Few records in in the db for the same example

Dear @ryanwesslen and @koaning

Now the only problem is that sometimes not all examples are shown to the annotator, and I ensure that is not because of deduplications etc. because that is happening only from time to time. The platform says "There are no more tasks" but in the db there are missing records.
If I reboot the server, then the "lost" examples are shown to the annotator.

Definitely this is a bug because if I run the same experiment again, it works 50% of times.
Every time I run an experiment, I clean the DB.

This is a big problem for us because we are not able to use the tool. It is very important for us to have all examples with annotations.

We need a technical support for this issue.

Actually that file had only 176 records, not 200. Everytime I ran trying to annotate as fast as possible I still got all 176 records into the database, but I did see 1 time that one was empty.

I'm sorry you're having this problem. But this is a new problem, right?

You originally mentioned the problem was duplicates and the "empty answer" problem, which you mentioned I think you've resolved.

But now the problem is that you're missing records that are in your source/input file? And you're 100% confident it's not due to dedup?

Can you provide details of your experiments so we can reproduce them? For example, can we have some of the exact data and the command/recipe/prodigy.json (if different from above)? Which are the specific records that are missing and under what circumstances (e.g., did you have only 1 annotator or multiple annotators? were you using named multi-user sessions? Were those named sessions created on the fly or set in advance by PRODIGY_ALLOWED_SESSIONS?).

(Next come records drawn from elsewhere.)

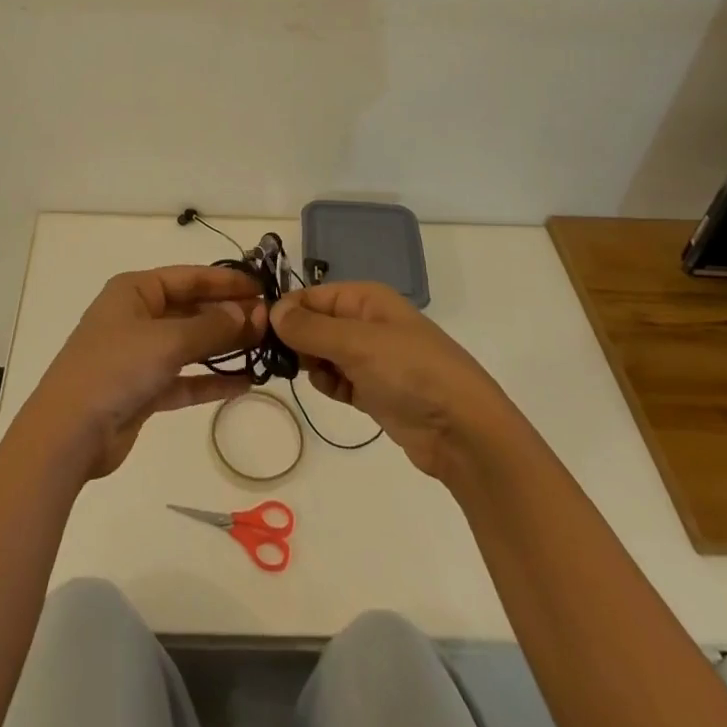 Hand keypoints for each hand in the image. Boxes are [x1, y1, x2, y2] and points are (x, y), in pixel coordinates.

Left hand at [20, 265, 266, 478]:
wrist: (68, 433)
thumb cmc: (116, 368)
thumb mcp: (167, 341)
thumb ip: (211, 327)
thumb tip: (249, 313)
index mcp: (135, 290)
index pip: (189, 277)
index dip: (226, 281)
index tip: (262, 287)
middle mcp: (138, 316)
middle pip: (191, 309)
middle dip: (229, 315)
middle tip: (270, 322)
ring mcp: (139, 354)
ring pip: (190, 344)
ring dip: (224, 347)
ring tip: (264, 348)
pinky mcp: (143, 390)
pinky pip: (184, 378)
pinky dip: (210, 379)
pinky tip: (245, 382)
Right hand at [270, 281, 513, 482]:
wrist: (464, 431)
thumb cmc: (411, 372)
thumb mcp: (356, 343)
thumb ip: (310, 328)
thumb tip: (273, 310)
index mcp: (366, 299)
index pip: (313, 295)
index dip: (288, 310)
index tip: (262, 332)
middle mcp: (367, 322)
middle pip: (316, 323)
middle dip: (298, 340)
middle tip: (283, 360)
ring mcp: (373, 358)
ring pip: (324, 353)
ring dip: (313, 365)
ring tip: (313, 377)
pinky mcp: (376, 391)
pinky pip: (339, 380)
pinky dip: (331, 385)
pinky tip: (336, 393) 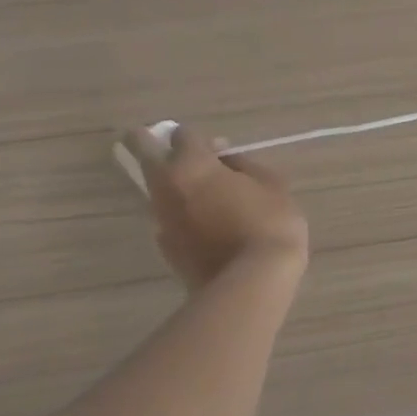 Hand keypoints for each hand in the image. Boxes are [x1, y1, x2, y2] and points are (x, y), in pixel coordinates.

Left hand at [120, 124, 308, 289]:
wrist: (250, 280)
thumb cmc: (268, 221)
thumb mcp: (272, 184)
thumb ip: (244, 165)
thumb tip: (226, 159)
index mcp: (193, 166)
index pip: (183, 135)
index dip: (198, 136)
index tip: (216, 146)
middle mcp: (167, 188)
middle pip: (144, 155)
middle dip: (146, 143)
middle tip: (155, 138)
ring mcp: (161, 218)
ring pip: (154, 188)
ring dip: (168, 180)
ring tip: (195, 183)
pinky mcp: (165, 245)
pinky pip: (167, 214)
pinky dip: (179, 208)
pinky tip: (203, 217)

Have you also been keeping track of the logs (I'd recommend verbose) that show at the time you're seeing a data loss (e.g., the batch you'd expect there would be 10 records, instead you're only seeing X)? You can even add custom logging to your Prodigy recipe.

If you don't know exactly what records are missing, another debugging tip: I'd recommend you keep meta on (so instead in your prodigy.json have "hide_meta": false, which is the default) and number each of your records. This is what the file I provided you has. This is extremely helpful as the annotator can see the exact order of the records in the bottom right (meta field). If you see a dup or missed example, you can quickly know exactly when/which one is missing. That's where having a snippet of the logs would be critical to know at that point.

Today's a holiday, and most of the team is off, but I'll try to raise your issue tomorrow. But any additional details would be incredibly helpful for us.

Also - another thought - in your prodigy.json you modified a lot of the configuration settings -- are you getting the same problem by running on Prodigy's defaults?

For example, you set "auto_exclude_current": false (actually your prodigy.json has it twice) when the default is true. Also same goes for "force_stream_order": true (I think the default is false). What was your thinking about this? What happens if you remove (i.e., use Prodigy's defaults instead)?

Yes @ryanwesslen, this actually is one of the issues we had from the beginning.
To put you in context is that actually we use prodigy to evaluate our machine translation engines, so it is very important to not lose any of the examples.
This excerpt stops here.